Yale University, another Puritan institution, was founded in 1701, and demanded the same rigorous education as Harvard with the Bible as the unshakable foundation: “All scholars shall live religious, godly, and blameless lives according to the rules of God’s word, diligently reading the Holy Scriptures, the fountain of light and truth; and constantly attend upon all the duties of religion, both in public and secret.”

Three Lessons

Firstly, we learn that Christians are not to be inactive or disinterested in or disengaged from this world. The Reformers saw the need for educating the masses, and they took active steps and did what they could to promote it. It is not enough just to recognize a particular need or to be convinced that certain things need to be done or corrected, and then fail to do anything about it. Instead, we need to take active steps to bring our Christian convictions about life to bear on the issues that confront us.

Carl Henry, writing in 1947 when Evangelicalism had largely withdrawn itself from the American society, said, “If historic Christianity is again to compete as a vital world ideology, evangelicalism must project a solution for the most pressing world problems. It must offer a formula for a new world mind with spiritual ends, involving evangelical affirmations in political, economic, sociological, and educational realms…The redemptive message has implications for all of life…The Christian life must be lived out, among the regenerate, in every area of activity, until even the unregenerate are moved by Christian standards, acknowledging their force…”

Secondly, we learn that the Bible must be central to everything that we are engaged in.
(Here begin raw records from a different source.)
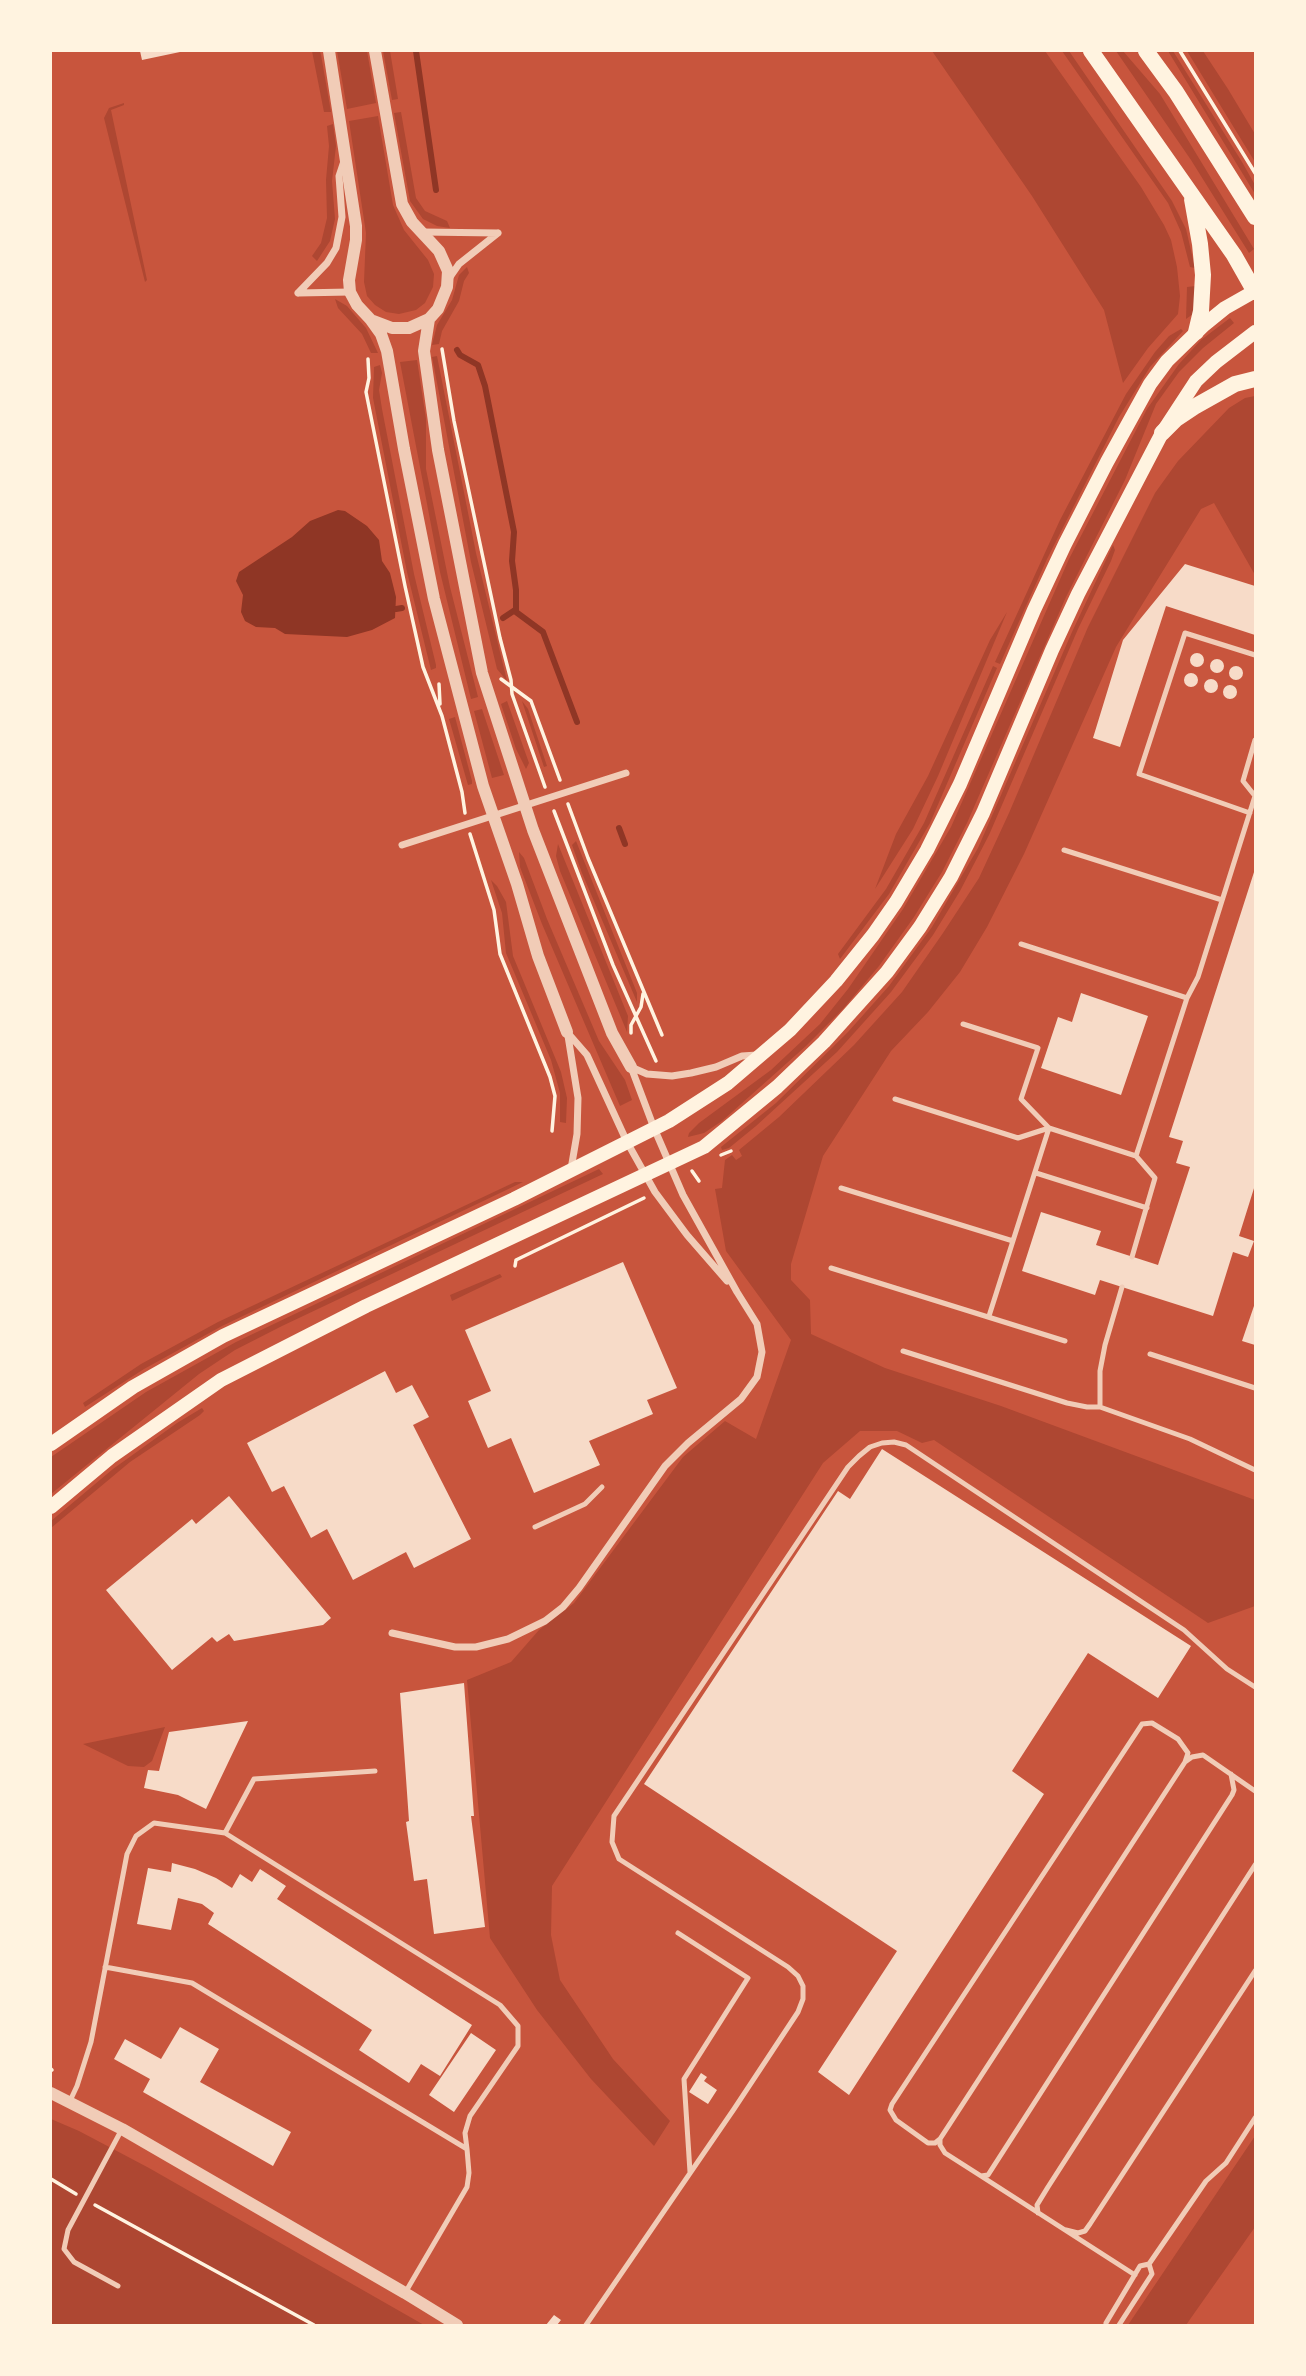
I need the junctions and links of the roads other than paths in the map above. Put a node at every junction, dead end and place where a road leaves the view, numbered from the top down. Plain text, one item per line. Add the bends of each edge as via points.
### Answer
1 (329, 51) edge
2 (375, 51) edge
3 (1091, 51) edge
4 (1146, 51) edge
5 (346, 153) junction
6 (1192, 196) junction
7 (1255, 216) edge
8 (420, 232) junction
9 (448, 280) junction
10 (1255, 291) edge
11 (350, 292) junction
12 (429, 319) junction
13 (371, 320) junction
14 (1196, 332) junction
15 (1255, 332) edge
16 (1255, 379) edge
17 (1162, 433) junction
18 (1255, 655) edge
19 (1255, 740) edge
20 (626, 773) dead end
21 (1255, 796) edge
22 (524, 805) junction
23 (1250, 813) junction
24 (492, 815) junction
25 (402, 845) dead end
26 (1064, 850) dead end
27 (1222, 900) junction
28 (1020, 944) dead end
29 (1187, 998) junction
30 (963, 1024) dead end
31 (567, 1032) junction
32 (765, 1053) junction
33 (631, 1067) junction
34 (895, 1099) dead end
35 (654, 1128) junction
36 (1049, 1128) junction
37 (627, 1142) junction
38 (1136, 1156) junction
39 (670, 1165) junction
40 (570, 1170) junction
41 (1036, 1172) junction
42 (645, 1176) junction
43 (841, 1188) dead end
44 (1147, 1208) junction
45 (1013, 1241) junction
46 (1132, 1257) dead end
47 (831, 1268) dead end
48 (1122, 1287) dead end
49 (737, 1292) junction
50 (989, 1316) junction
51 (1065, 1341) dead end
52 (902, 1352) dead end
53 (1150, 1354) dead end
54 (1255, 1388) edge
55 (1100, 1407) junction
56 (51, 1444) edge
57 (1255, 1470) edge
58 (602, 1487) dead end
59 (51, 1507) edge
60 (535, 1527) dead end
61 (392, 1633) dead end
62 (1255, 1687) edge
63 (1185, 1762) junction
64 (375, 1771) dead end
65 (1231, 1774) junction
66 (1255, 1791) edge
67 (225, 1833) junction
68 (1255, 1865) edge
69 (678, 1933) dead end
70 (105, 1967) junction
71 (1255, 1971) edge
72 (51, 2093) edge
73 (68, 2103) junction
74 (1255, 2118) edge
75 (122, 2129) junction
76 (940, 2139) junction
77 (467, 2149) junction
78 (690, 2172) junction
79 (981, 2176) junction
80 (1038, 2213) junction
81 (1066, 2231) junction
82 (1149, 2264) junction
83 (1135, 2275) junction
84 (118, 2286) dead end
85 (405, 2293) junction
86 (1105, 2323) dead end
87 (457, 2325) edge
88 (586, 2325) edge
89 (1119, 2325) edge

1 - 5 street
2 - 8 street via 399,195
3 - 6 main road
4 - 7 main road
5 - 11 street via 356,226
5 - 11 street via 339,176 342,217 338,243 327,263 298,293
6 - 10 main road
6 - 14 main road via 1203,275
8 - 9 street via 443,257
8 - 9 street via 498,233 459,264
9 - 12 street via 442,302
10 - 14 main road
11 - 13 street
12 - 13 street via 400,328
12 - 22 street via 424,351 474,643
13 - 24 street via 387,351 434,599
14 - 32 main road via 1157,374 1107,462 1034,610 960,784 921,861 850,963
15 - 17 main road via 1196,382
16 - 17 main road via 1235,384 1194,407
17 - 39 main road via 1093,564 976,828 930,912 873,990 824,1042 719,1136
18 - 23 lane via 1185,633 1139,774
19 - 21 lane via 1243,781
20 - 22 street
21 - 23 lane
22 - 24 street
22 - 33 street via 612,1033
23 - 27 lane
24 - 25 street
24 - 31 street
26 - 27 lane
27 - 29 lane via 1198,978
28 - 29 lane
29 - 38 lane
30 - 36 lane via 1038,1048 1021,1099
31 - 37 street via 587,1055
31 - 40 street via 578,1098
32 - 33 street via 679,1075
32 - 35 main road via 709,1096
33 - 35 street
34 - 36 lane via 1018,1138
35 - 37 main road
35 - 39 street
36 - 38 lane
36 - 41 lane
37 - 40 main road
37 - 42 street
38 - 44 lane via 1155,1178
39 - 42 main road
39 - 49 street
40 - 56 main road via 223,1336 133,1387
41 - 44 lane
41 - 45 lane
42 - 49 street via 687,1236
42 - 59 main road via 366,1306 221,1380 134,1440
43 - 45 lane
44 - 46 lane
45 - 50 lane
47 - 50 lane
48 - 55 lane via 1105,1345
49 - 61 street via 761,1336 761,1360 754,1383 734,1407 665,1466 569,1601 545,1621 503,1642 455,1647
50 - 51 lane
52 - 55 lane via 1067,1403
53 - 54 lane
55 - 57 lane via 1190,1438
58 - 60 lane via 585,1504
62 - 78 lane via 1184,1630 906,1445 882,1443 859,1456 614,1816 612,1842 619,1858 775,1956 803,1986 798,2012
63 - 65 lane via 1203,1755
63 - 76 lane
63 - 76 lane via 1188,1753 1178,1739 1152,1723 1142,1724 913,2072 890,2110 896,2120 928,2143
64 - 67 lane via 254,1779
65 - 66 lane
65 - 79 lane via 1232,1795 988,2175
67 - 70 lane via 154,1822 136,1836 127,1853
67 - 77 lane via 500,2005 518,2026 518,2046 470,2116
68 - 80 lane via 1048,2187 1037,2205
69 - 78 lane via 748,1978 684,2079
70 - 73 lane via 91,2042
70 - 77 lane via 192,1983
71 - 81 lane via 1086,2231
72 - 73 street
73 - 75 street
74 - 82 lane
75 - 84 lane via 68,2230 64,2249 74,2262
75 - 85 street
76 - 79 lane via 945,2153
77 - 85 lane via 467,2187
78 - 88 lane
79 - 80 lane
80 - 81 lane
81 - 83 lane
82 - 83 lane via 1140,2266
82 - 89 lane via 1152,2274
83 - 86 lane
85 - 87 street

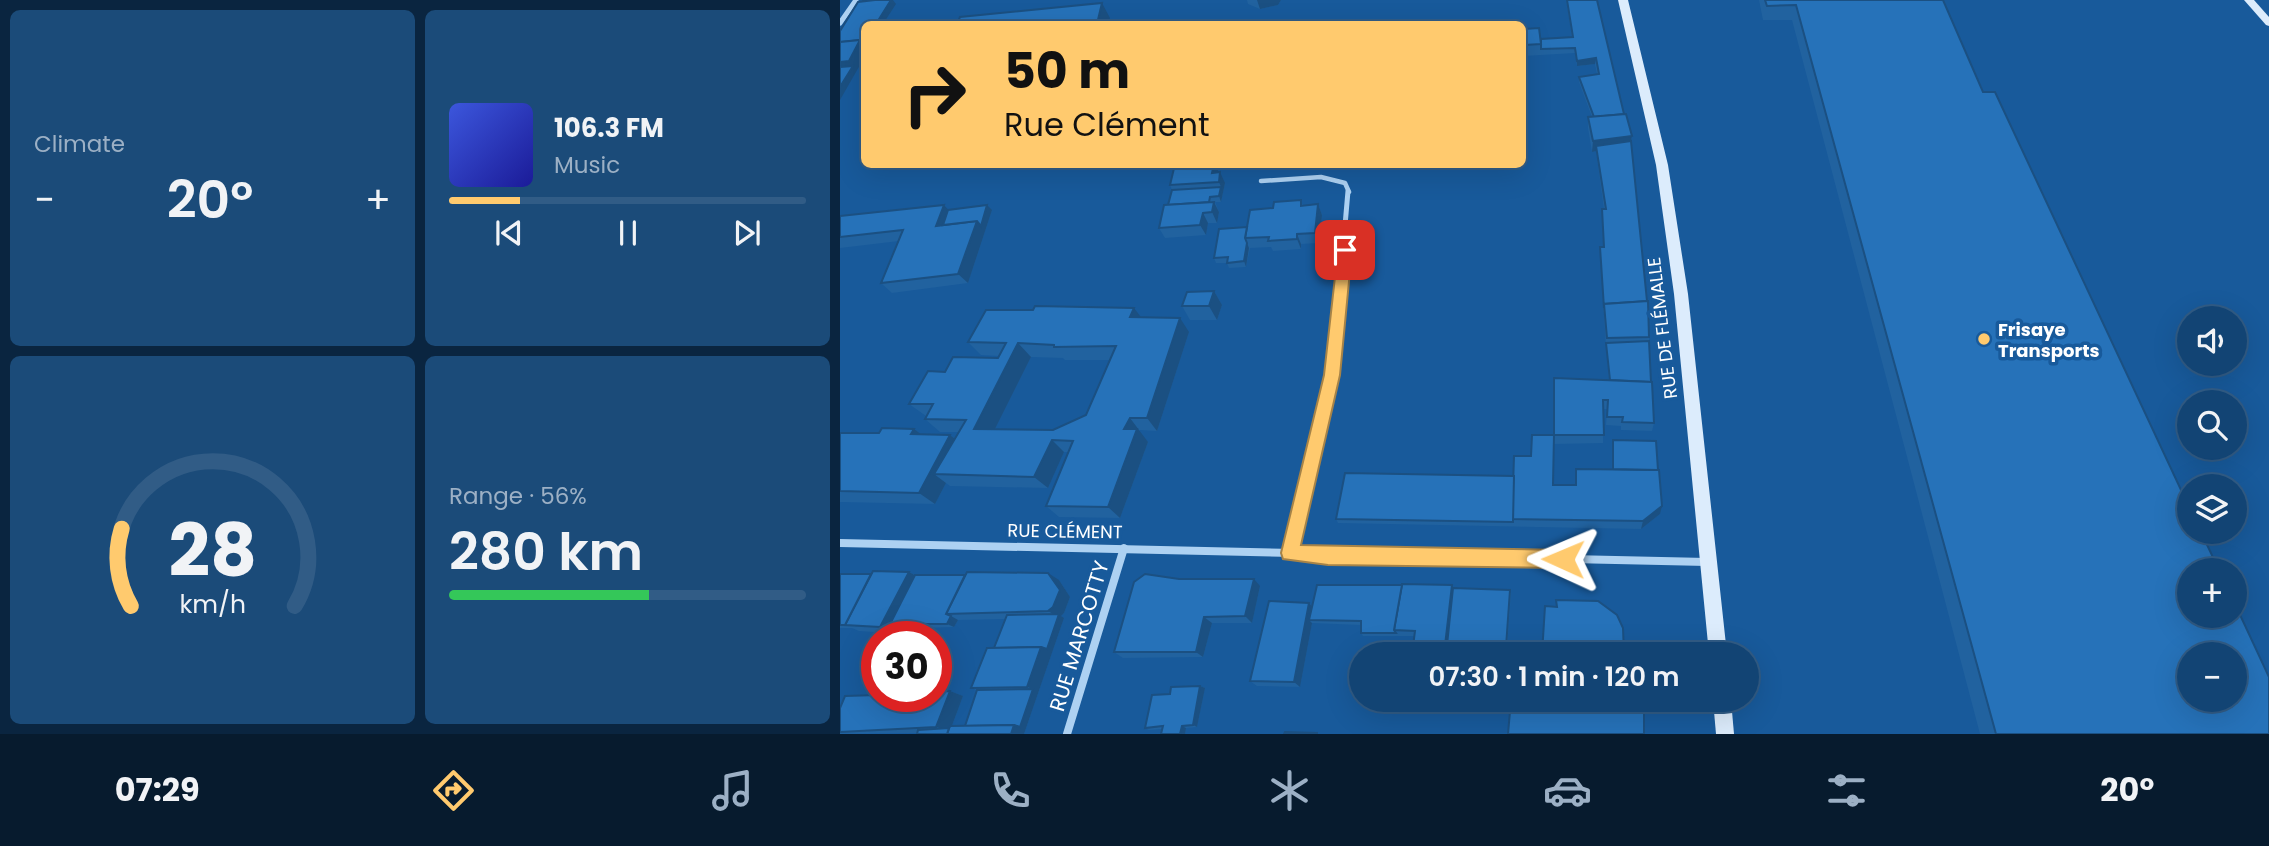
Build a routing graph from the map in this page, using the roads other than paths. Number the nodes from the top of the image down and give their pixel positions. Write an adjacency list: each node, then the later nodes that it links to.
1 (856, 0): 4 (street)
2 (1623, 0): 10 (street, RUE DE FLÉMALLE)
3 (2249, 0): 5 (street)
4 (840, 23)
5 (2269, 23)
6 (1261, 181): 9 (lane)
7 (840, 543): 8 (street, RUE CLÉMENT)
8 (1124, 548): 9 (street, RUE CLÉMENT); 13 (street, RUE MARCOTTY)
9 (1290, 553): 10 (street, RUE CLÉMENT)
10 (1709, 562): 11 (street, RUE DE FLÉMALLE)
11 (1717, 642)
12 (1723, 712): 14 (street)
13 (1068, 734)
14 (1725, 734)

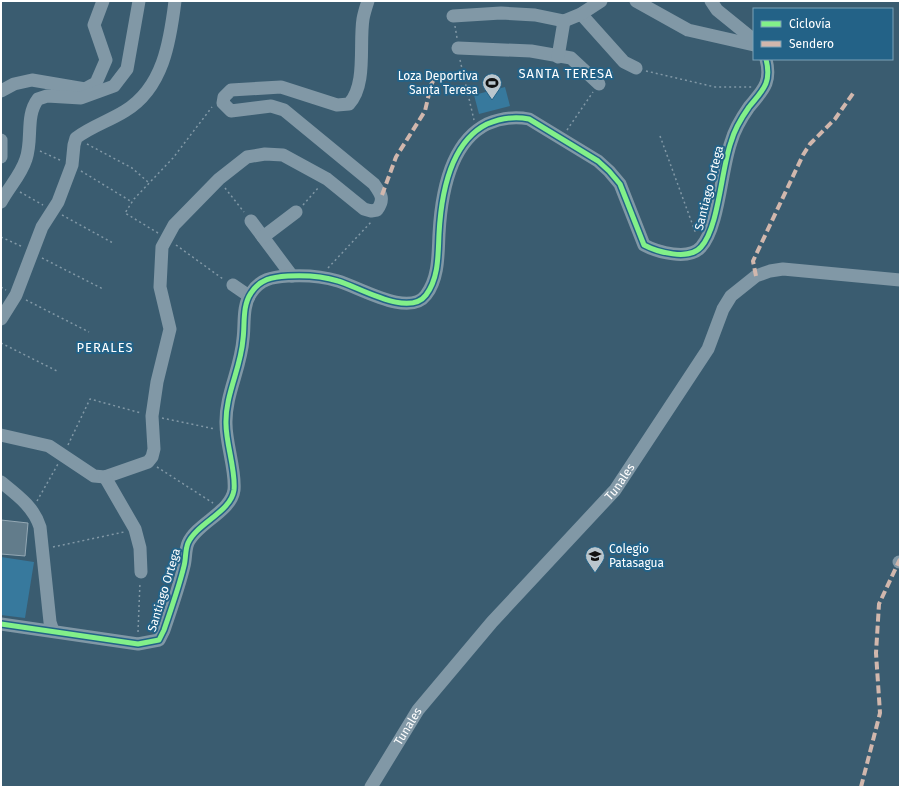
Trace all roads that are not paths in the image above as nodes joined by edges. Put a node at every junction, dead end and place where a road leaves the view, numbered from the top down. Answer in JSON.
{"nodes":[{"id":1,"x":103,"y":1,"type":"edge"},
{"id":2,"x":139,"y":1,"type":"edge"},
{"id":3,"x":175,"y":1,"type":"edge"},
{"id":4,"x":368,"y":1,"type":"edge"},
{"id":5,"x":601,"y":1,"type":"edge"},
{"id":6,"x":636,"y":1,"type":"edge"},
{"id":7,"x":711,"y":1,"type":"edge"},
{"id":8,"x":581,"y":14,"type":"junction"},
{"id":9,"x":453,"y":16,"type":"road end"},
{"id":10,"x":564,"y":21,"type":"junction"},
{"id":11,"x":753,"y":39,"type":"edge"},
{"id":12,"x":753,"y":45,"type":"edge"},
{"id":13,"x":458,"y":48,"type":"road end"},
{"id":14,"x":558,"y":57,"type":"junction"},
{"id":15,"x":766,"y":60,"type":"edge"},
{"id":16,"x":636,"y":68,"type":"road end"},
{"id":17,"x":599,"y":84,"type":"road end"},
{"id":18,"x":1,"y":91,"type":"edge"},
{"id":19,"x":1,"y":140,"type":"edge"},
{"id":20,"x":1,"y":157,"type":"edge"},
{"id":21,"x":1,"y":202,"type":"edge"},
{"id":22,"x":296,"y":212,"type":"road end"},
{"id":23,"x":251,"y":221,"type":"road end"},
{"id":24,"x":263,"y":237,"type":"junction"},
{"id":25,"x":292,"y":276,"type":"junction"},
{"id":26,"x":900,"y":280,"type":"edge"},
{"id":27,"x":233,"y":286,"type":"road end"},
{"id":28,"x":249,"y":296,"type":"junction"},
{"id":29,"x":1,"y":319,"type":"edge"},
{"id":30,"x":1,"y":435,"type":"edge"},
{"id":31,"x":105,"y":477,"type":"junction"},
{"id":32,"x":1,"y":482,"type":"edge"},
{"id":33,"x":141,"y":572,"type":"road end"},
{"id":34,"x":1,"y":624,"type":"edge"},
{"id":35,"x":53,"y":631,"type":"junction"},
{"id":36,"x":371,"y":787,"type":"edge"}],
"edges":[{"from":1,"to":18,"type":"street"},
{"from":2,"to":21,"type":"street"},
{"from":3,"to":29,"type":"street"},
{"from":4,"to":31,"type":"street"},
{"from":5,"to":8,"type":"street"},
{"from":6,"to":12,"type":"street"},
{"from":7,"to":11,"type":"street"},
{"from":8,"to":10,"type":"street"},
{"from":8,"to":16,"type":"street"},
{"from":9,"to":10,"type":"street"},
{"from":10,"to":14,"type":"street"},
{"from":13,"to":14,"type":"street"},
{"from":14,"to":17,"type":"street"},
{"from":15,"to":25,"type":"street","name":"Santiago Ortega"},
{"from":19,"to":20,"type":"street"},
{"from":22,"to":24,"type":"street"},
{"from":23,"to":24,"type":"street"},
{"from":24,"to":25,"type":"street"},
{"from":25,"to":28,"type":"street","name":"Santiago Ortega"},
{"from":26,"to":36,"type":"street","name":"Tunales"},
{"from":27,"to":28,"type":"street"},
{"from":28,"to":35,"type":"street","name":"Santiago Ortega"},
{"from":30,"to":31,"type":"street"},
{"from":31,"to":33,"type":"street"},
{"from":32,"to":35,"type":"street"},
{"from":34,"to":35,"type":"street","name":"Santiago Ortega"}]}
Martin Luther wrote, “Scripture…alone is the fount of all wisdom… Scripture alone must remain the judge and the master of all books…Whoever does not consult Scripture will know nothing whatever…Nothing except the divine words are to be the first principles for Christians; all human words are conclusions drawn from them and must be brought back to them and approved by them.”

The Reformers and the Puritans sought to apply the Bible to their vocation, marriage, family, economics, education, politics, social ethics, social action, as well as personal piety, devotion, worship, and theological study. Leland Ryken wrote of the Puritans that, “Puritanism was a movement in which the Bible was central to everything.”

Gary DeMar describes the Puritan Cotton Mather (1663-1728) as an example of a Christian who worked to apply the Bible beyond the narrow confines of Christian piety. “In fact, Mather saw the development of scientific discovery as an outgrowth of his biblical studies… He was widely regarded as the most brilliant man in New England.” As a scientist as well as a pastor, Mather “did not share the medieval belief that this world does not matter. For Mather and others like him, a worldview that had the Bible at its centre was the only way a person could make sense of the world.” We should aim to make the Bible the foundation and starting point for our lives, and we should train our children from young to have a biblical view of everything in this world.

Thirdly, we learn that there is no such thing as neutrality, particularly in the area of education and learning. The early students at Harvard were exhorted to place Christ as the foundation of all sound knowledge and learning. We too must do the same. We must not be ashamed of our Christian distinctives even in the area of scholarship and schooling. Greg Bahnsen wrote, “Every academic pursuit and every thought must be related to Jesus Christ, for Jesus is the way, the truth, and the life (Jn 14:6). To avoid Christ in your thought at any point, then, is to be misled, untruthful, and spiritually dead…The Christian is completely different from the world when it comes to intellect and scholarship; he does not follow the neutral methods of unbelief, but by God’s grace he has new commitments, new presuppositions, in his thinking…neutrality is nothing short of immorality (Jas 4:4).”


May the Lord be pleased to use His Church in this generation to bring about a new reformation for His own glory.